The Gates fact-finding team and a joint State Department-Iraqi government commission also looking into the matter are not the first to do damage control when it comes to the role of private security contractors in Iraq.
Last fall Sen. Lindsey Graham, R-S.C., a former military lawyer and member of the Armed Services Committee, led an effort to include contractors under the Uniform Code of Military Justice -- a set of standards used by the U.S. military to hold its own personnel accountable for bad behavior.
But that legislation was later found to be inadequate by military lawyers, and while it is true contractors can be sent home and prosecuted in the United States under the Military Extra-Territorial Jurisdiction Act, less than a handful ever have for serious crimes.
Most contractors with their boots on the ground aren’t even American, hailing from places where no justice system will ever follow through on prosecution.
Iraqis are left with unjustified, unexplained killings and horrifying injuries and an example of the rule of law lying in ruins.
Finding a solution isn’t an academic exercise, it’s a strategic imperative. Every civilian killed or wounded undermines the U.S. mission in Iraq. Gates himself admitted the U.S. military had to “do everything in our power to make sure that (contractors) are not only abiding by our rules but are conducting themselves in a way that makes them an asset in this war in Iraq and not a liability.”
The lack of uniform accountability for those responsible for civilian casualties tarnishes our reputation and puts American soldiers on the receiving end of anger and resentment. For the families suffering as a result of contractor shootings, finding a solution also happens to be the right thing to do.
Whatever recommendations emerge from the Gates probes in Iraq, three things are essential.
First, there should be official recognition of the severity and scope of the problem. Heartening is a Sept. 25 directive issued by Gates’ deputy calling for clearer rules for contractors. It’s late in coming, but it’s a good first step toward uniform accountability.

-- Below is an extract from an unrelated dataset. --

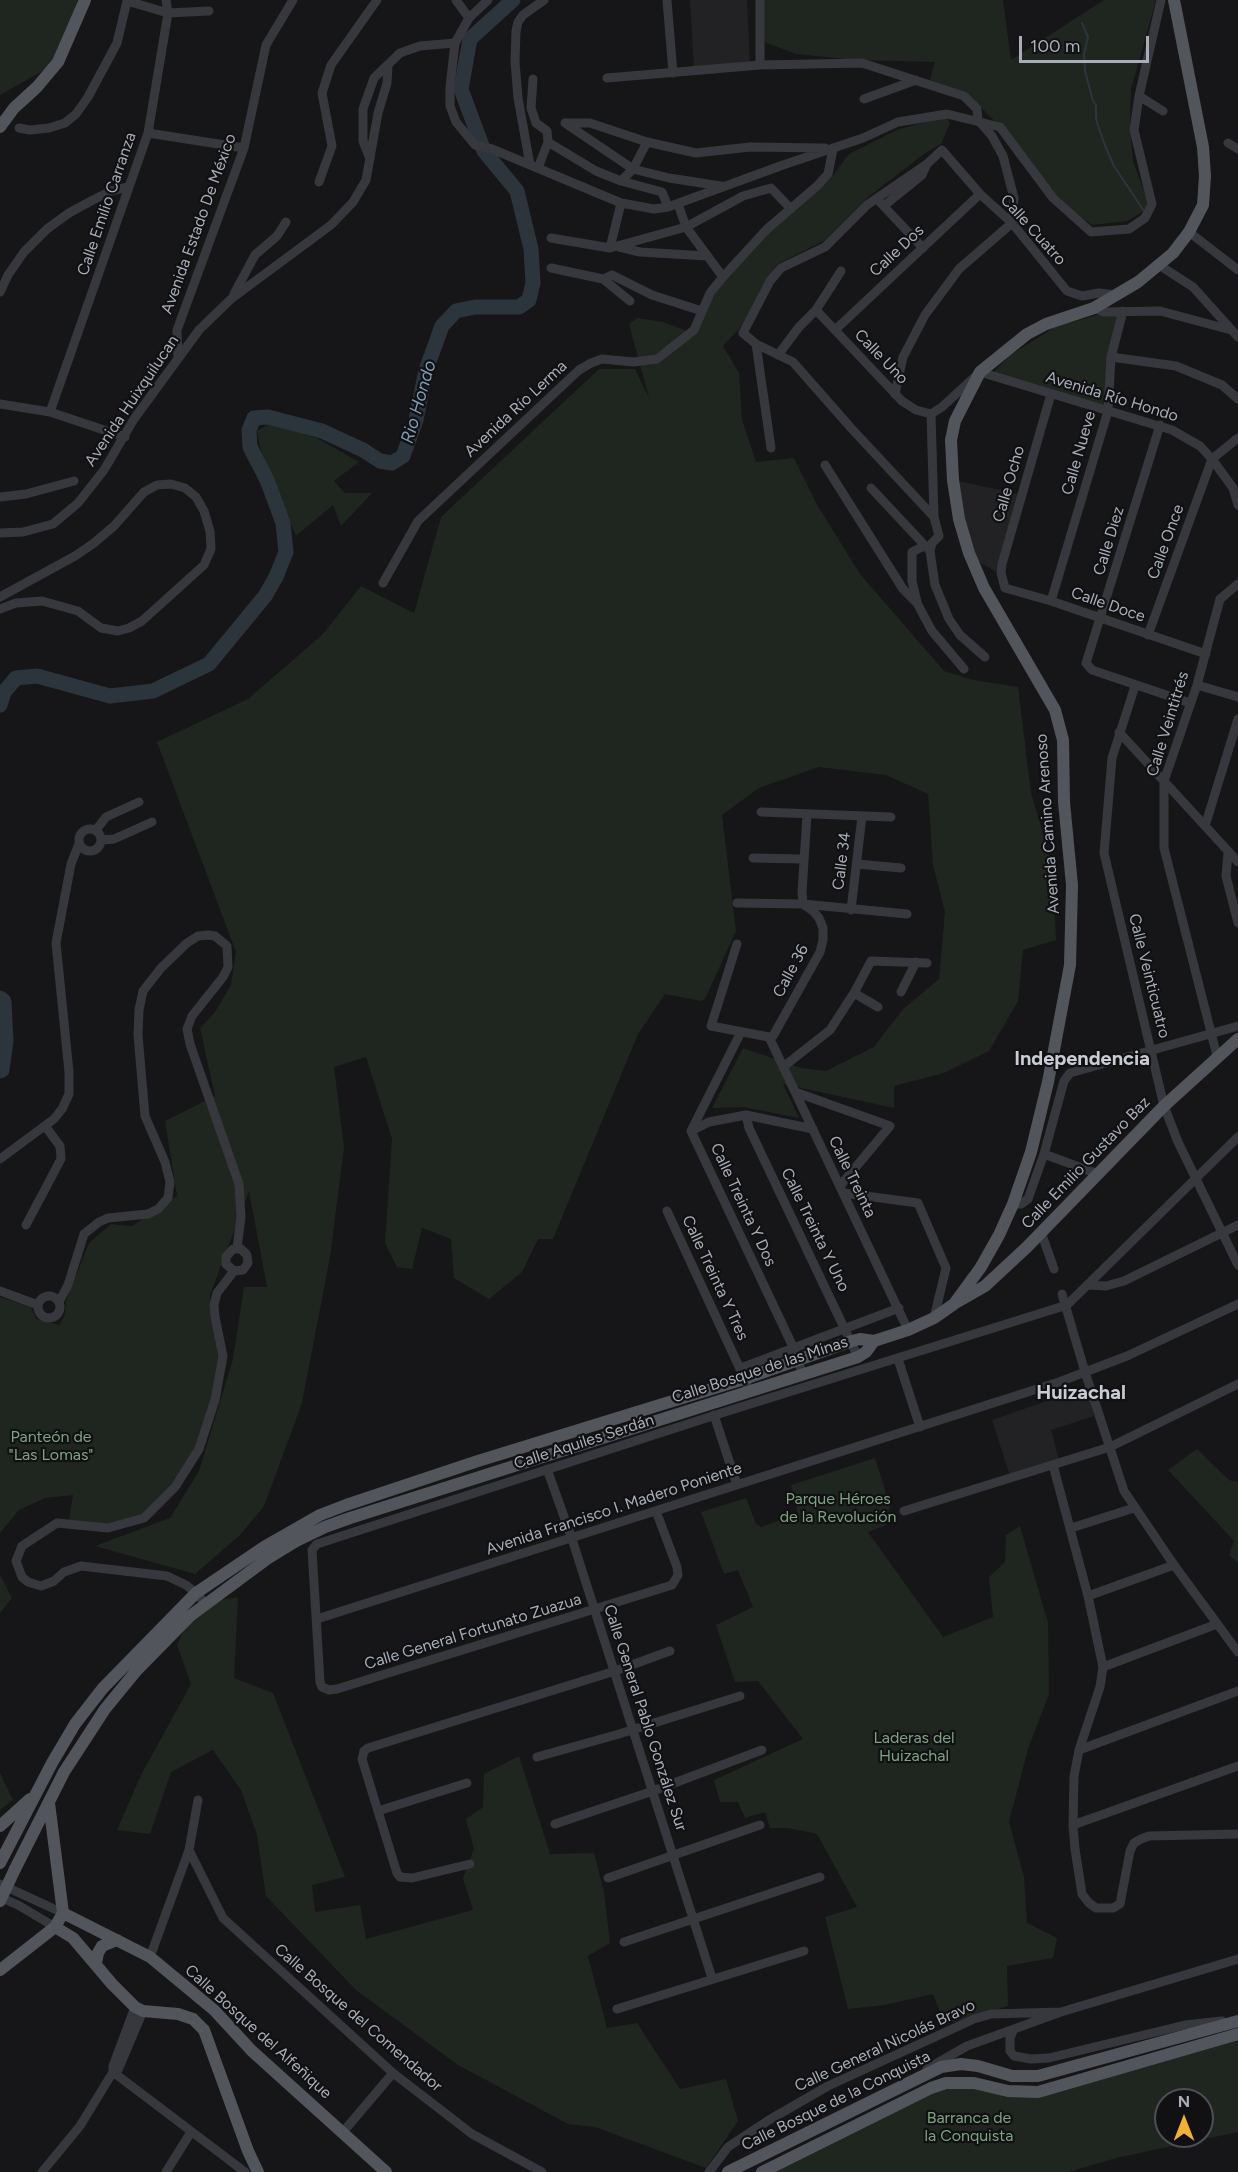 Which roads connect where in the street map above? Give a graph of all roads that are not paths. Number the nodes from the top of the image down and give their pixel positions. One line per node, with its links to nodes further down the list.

Second, the U.S. military must negotiate a Status of Forces Agreement with the Iraqi government. The SOFA is a compact clarifying the rules for U.S. armed forces, and the United States has one with every nation in the world where U.S. troops are based -- except Iraq and Afghanistan. This oversight needs to be remedied. The SOFA should formally apply to all U.S. government contractors -- including those working for the State Department -- the same rules it applies to the U.S. military.
That includes transparent investigation and prosecution of those who break the rules and hurt or kill civilians.
Third, the United States should extend its condolence and compensation systems to cover civilians harmed by private contractors. The U.S. military has the ability to pay a symbolic condolence to Iraqis it unintentionally harms and, separately, can provide full compensation to civilians wrongfully or negligently hurt by American troops.
It is unfair and strategically unwise to leave Iraqis harmed by contractors -- whether accidentally or intentionally -- with nothing. To ensure accountability, payments made to civilians should come out of their contract with the U.S. government. If a contractor does not agree to pay, they should not get a contract, plain and simple.
Blackwater security details are back on the streets of Baghdad. The U.S. government doesn’t have the forces to replace them, so the atmosphere of unaccountability continues. If the Gates team does not return with clear legal standards for contractors and make compensation for casualties mandatory, they will have failed the Iraqi people and betrayed American values.